→ **Your task**: The expected output is an exact restatement of all the records.

→ **Supplied data**:

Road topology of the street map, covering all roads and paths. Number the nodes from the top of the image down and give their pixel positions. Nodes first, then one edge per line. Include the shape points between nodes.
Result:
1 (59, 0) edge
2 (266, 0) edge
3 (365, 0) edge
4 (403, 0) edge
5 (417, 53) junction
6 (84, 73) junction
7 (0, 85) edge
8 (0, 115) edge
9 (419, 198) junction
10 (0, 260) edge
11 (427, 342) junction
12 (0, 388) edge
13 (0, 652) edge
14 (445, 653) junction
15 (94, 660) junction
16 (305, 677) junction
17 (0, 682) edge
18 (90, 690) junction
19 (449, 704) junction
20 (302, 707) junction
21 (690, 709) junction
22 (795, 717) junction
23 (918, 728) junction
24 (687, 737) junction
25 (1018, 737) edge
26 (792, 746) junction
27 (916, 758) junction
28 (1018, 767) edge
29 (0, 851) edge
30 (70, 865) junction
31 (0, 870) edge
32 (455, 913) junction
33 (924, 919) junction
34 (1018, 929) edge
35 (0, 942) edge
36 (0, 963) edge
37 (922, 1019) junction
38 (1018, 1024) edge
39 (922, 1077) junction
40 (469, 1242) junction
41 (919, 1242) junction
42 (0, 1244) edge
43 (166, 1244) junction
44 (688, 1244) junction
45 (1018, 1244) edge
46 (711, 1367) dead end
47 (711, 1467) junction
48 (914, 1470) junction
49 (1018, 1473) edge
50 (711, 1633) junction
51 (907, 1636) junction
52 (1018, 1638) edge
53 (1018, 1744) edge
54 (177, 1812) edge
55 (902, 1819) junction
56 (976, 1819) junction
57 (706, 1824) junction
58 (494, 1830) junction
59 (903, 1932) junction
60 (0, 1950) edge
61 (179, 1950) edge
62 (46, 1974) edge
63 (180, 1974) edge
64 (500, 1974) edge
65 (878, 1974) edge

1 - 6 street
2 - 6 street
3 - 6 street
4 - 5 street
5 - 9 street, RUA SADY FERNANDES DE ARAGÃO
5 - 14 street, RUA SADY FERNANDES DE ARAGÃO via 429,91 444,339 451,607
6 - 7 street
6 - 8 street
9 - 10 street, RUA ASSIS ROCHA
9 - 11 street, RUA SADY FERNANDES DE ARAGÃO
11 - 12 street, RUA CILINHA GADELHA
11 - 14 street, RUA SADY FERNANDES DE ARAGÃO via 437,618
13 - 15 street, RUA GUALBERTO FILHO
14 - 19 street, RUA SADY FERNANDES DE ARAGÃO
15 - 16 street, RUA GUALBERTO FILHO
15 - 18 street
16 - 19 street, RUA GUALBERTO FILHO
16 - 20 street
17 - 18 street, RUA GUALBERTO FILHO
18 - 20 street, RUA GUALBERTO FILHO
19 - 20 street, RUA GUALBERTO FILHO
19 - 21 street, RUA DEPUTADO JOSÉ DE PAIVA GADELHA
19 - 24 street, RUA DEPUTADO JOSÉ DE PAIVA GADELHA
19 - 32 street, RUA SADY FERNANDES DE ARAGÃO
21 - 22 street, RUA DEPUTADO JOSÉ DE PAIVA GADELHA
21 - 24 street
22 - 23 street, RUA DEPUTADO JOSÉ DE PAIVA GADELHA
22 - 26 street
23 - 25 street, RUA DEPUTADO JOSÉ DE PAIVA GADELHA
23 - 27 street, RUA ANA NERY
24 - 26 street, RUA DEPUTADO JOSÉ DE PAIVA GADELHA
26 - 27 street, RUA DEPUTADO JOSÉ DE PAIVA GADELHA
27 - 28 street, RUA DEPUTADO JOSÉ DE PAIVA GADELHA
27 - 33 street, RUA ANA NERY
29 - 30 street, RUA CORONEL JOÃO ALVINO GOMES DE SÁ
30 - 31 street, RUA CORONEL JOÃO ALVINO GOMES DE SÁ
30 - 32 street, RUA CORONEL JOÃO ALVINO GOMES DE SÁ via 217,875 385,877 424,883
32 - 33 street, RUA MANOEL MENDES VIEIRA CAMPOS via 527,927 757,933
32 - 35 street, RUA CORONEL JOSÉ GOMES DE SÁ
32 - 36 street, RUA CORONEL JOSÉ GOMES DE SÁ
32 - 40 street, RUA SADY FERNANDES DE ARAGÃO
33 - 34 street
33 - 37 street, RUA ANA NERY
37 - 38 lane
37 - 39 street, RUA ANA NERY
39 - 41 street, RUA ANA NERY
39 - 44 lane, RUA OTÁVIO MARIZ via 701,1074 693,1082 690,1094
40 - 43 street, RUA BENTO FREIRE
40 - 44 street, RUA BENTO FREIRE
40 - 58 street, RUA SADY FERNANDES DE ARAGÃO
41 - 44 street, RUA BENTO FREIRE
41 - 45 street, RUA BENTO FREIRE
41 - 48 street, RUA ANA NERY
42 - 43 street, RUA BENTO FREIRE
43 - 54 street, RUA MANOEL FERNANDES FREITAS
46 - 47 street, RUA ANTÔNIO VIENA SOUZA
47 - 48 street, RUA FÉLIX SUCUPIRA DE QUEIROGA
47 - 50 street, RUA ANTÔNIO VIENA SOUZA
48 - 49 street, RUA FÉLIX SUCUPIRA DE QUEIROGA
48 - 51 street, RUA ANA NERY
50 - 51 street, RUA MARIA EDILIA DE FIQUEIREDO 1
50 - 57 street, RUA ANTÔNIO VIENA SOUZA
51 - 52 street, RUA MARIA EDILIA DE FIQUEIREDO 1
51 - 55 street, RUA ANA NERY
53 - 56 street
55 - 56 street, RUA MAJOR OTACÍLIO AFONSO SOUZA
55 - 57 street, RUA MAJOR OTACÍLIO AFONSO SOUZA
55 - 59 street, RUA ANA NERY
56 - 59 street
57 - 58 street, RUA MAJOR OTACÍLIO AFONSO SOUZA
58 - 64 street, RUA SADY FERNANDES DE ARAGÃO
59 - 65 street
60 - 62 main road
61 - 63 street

→ **Answer box**:
Road topology of the street map, covering all roads and paths. Number the nodes from the top of the image down and give their pixel positions. Nodes first, then one edge per line. Include the shape points between nodes.
Result:
1 (59, 0) edge
2 (266, 0) edge
3 (365, 0) edge
4 (403, 0) edge
5 (417, 53) junction
6 (84, 73) junction
7 (0, 85) edge
8 (0, 115) edge
9 (419, 198) junction
10 (0, 260) edge
11 (427, 342) junction
12 (0, 388) edge
13 (0, 652) edge
14 (445, 653) junction
15 (94, 660) junction
16 (305, 677) junction
17 (0, 682) edge
18 (90, 690) junction
19 (449, 704) junction
20 (302, 707) junction
21 (690, 709) junction
22 (795, 717) junction
23 (918, 728) junction
24 (687, 737) junction
25 (1018, 737) edge
26 (792, 746) junction
27 (916, 758) junction
28 (1018, 767) edge
29 (0, 851) edge
30 (70, 865) junction
31 (0, 870) edge
32 (455, 913) junction
33 (924, 919) junction
34 (1018, 929) edge
35 (0, 942) edge
36 (0, 963) edge
37 (922, 1019) junction
38 (1018, 1024) edge
39 (922, 1077) junction
40 (469, 1242) junction
41 (919, 1242) junction
42 (0, 1244) edge
43 (166, 1244) junction
44 (688, 1244) junction
45 (1018, 1244) edge
46 (711, 1367) dead end
47 (711, 1467) junction
48 (914, 1470) junction
49 (1018, 1473) edge
50 (711, 1633) junction
51 (907, 1636) junction
52 (1018, 1638) edge
53 (1018, 1744) edge
54 (177, 1812) edge
55 (902, 1819) junction
56 (976, 1819) junction
57 (706, 1824) junction
58 (494, 1830) junction
59 (903, 1932) junction
60 (0, 1950) edge
61 (179, 1950) edge
62 (46, 1974) edge
63 (180, 1974) edge
64 (500, 1974) edge
65 (878, 1974) edge

1 - 6 street
2 - 6 street
3 - 6 street
4 - 5 street
5 - 9 street, RUA SADY FERNANDES DE ARAGÃO
5 - 14 street, RUA SADY FERNANDES DE ARAGÃO via 429,91 444,339 451,607
6 - 7 street
6 - 8 street
9 - 10 street, RUA ASSIS ROCHA
9 - 11 street, RUA SADY FERNANDES DE ARAGÃO
11 - 12 street, RUA CILINHA GADELHA
11 - 14 street, RUA SADY FERNANDES DE ARAGÃO via 437,618
13 - 15 street, RUA GUALBERTO FILHO
14 - 19 street, RUA SADY FERNANDES DE ARAGÃO
15 - 16 street, RUA GUALBERTO FILHO
15 - 18 street
16 - 19 street, RUA GUALBERTO FILHO
16 - 20 street
17 - 18 street, RUA GUALBERTO FILHO
18 - 20 street, RUA GUALBERTO FILHO
19 - 20 street, RUA GUALBERTO FILHO
19 - 21 street, RUA DEPUTADO JOSÉ DE PAIVA GADELHA
19 - 24 street, RUA DEPUTADO JOSÉ DE PAIVA GADELHA
19 - 32 street, RUA SADY FERNANDES DE ARAGÃO
21 - 22 street, RUA DEPUTADO JOSÉ DE PAIVA GADELHA
21 - 24 street
22 - 23 street, RUA DEPUTADO JOSÉ DE PAIVA GADELHA
22 - 26 street
23 - 25 street, RUA DEPUTADO JOSÉ DE PAIVA GADELHA
23 - 27 street, RUA ANA NERY
24 - 26 street, RUA DEPUTADO JOSÉ DE PAIVA GADELHA
26 - 27 street, RUA DEPUTADO JOSÉ DE PAIVA GADELHA
27 - 28 street, RUA DEPUTADO JOSÉ DE PAIVA GADELHA
27 - 33 street, RUA ANA NERY
29 - 30 street, RUA CORONEL JOÃO ALVINO GOMES DE SÁ
30 - 31 street, RUA CORONEL JOÃO ALVINO GOMES DE SÁ
30 - 32 street, RUA CORONEL JOÃO ALVINO GOMES DE SÁ via 217,875 385,877 424,883
32 - 33 street, RUA MANOEL MENDES VIEIRA CAMPOS via 527,927 757,933
32 - 35 street, RUA CORONEL JOSÉ GOMES DE SÁ
32 - 36 street, RUA CORONEL JOSÉ GOMES DE SÁ
32 - 40 street, RUA SADY FERNANDES DE ARAGÃO
33 - 34 street
33 - 37 street, RUA ANA NERY
37 - 38 lane
37 - 39 street, RUA ANA NERY
39 - 41 street, RUA ANA NERY
39 - 44 lane, RUA OTÁVIO MARIZ via 701,1074 693,1082 690,1094
40 - 43 street, RUA BENTO FREIRE
40 - 44 street, RUA BENTO FREIRE
40 - 58 street, RUA SADY FERNANDES DE ARAGÃO
41 - 44 street, RUA BENTO FREIRE
41 - 45 street, RUA BENTO FREIRE
41 - 48 street, RUA ANA NERY
42 - 43 street, RUA BENTO FREIRE
43 - 54 street, RUA MANOEL FERNANDES FREITAS
46 - 47 street, RUA ANTÔNIO VIENA SOUZA
47 - 48 street, RUA FÉLIX SUCUPIRA DE QUEIROGA
47 - 50 street, RUA ANTÔNIO VIENA SOUZA
48 - 49 street, RUA FÉLIX SUCUPIRA DE QUEIROGA
48 - 51 street, RUA ANA NERY
50 - 51 street, RUA MARIA EDILIA DE FIQUEIREDO 1
50 - 57 street, RUA ANTÔNIO VIENA SOUZA
51 - 52 street, RUA MARIA EDILIA DE FIQUEIREDO 1
51 - 55 street, RUA ANA NERY
53 - 56 street
55 - 56 street, RUA MAJOR OTACÍLIO AFONSO SOUZA
55 - 57 street, RUA MAJOR OTACÍLIO AFONSO SOUZA
55 - 59 street, RUA ANA NERY
56 - 59 street
57 - 58 street, RUA MAJOR OTACÍLIO AFONSO SOUZA
58 - 64 street, RUA SADY FERNANDES DE ARAGÃO
59 - 65 street
60 - 62 main road
61 - 63 street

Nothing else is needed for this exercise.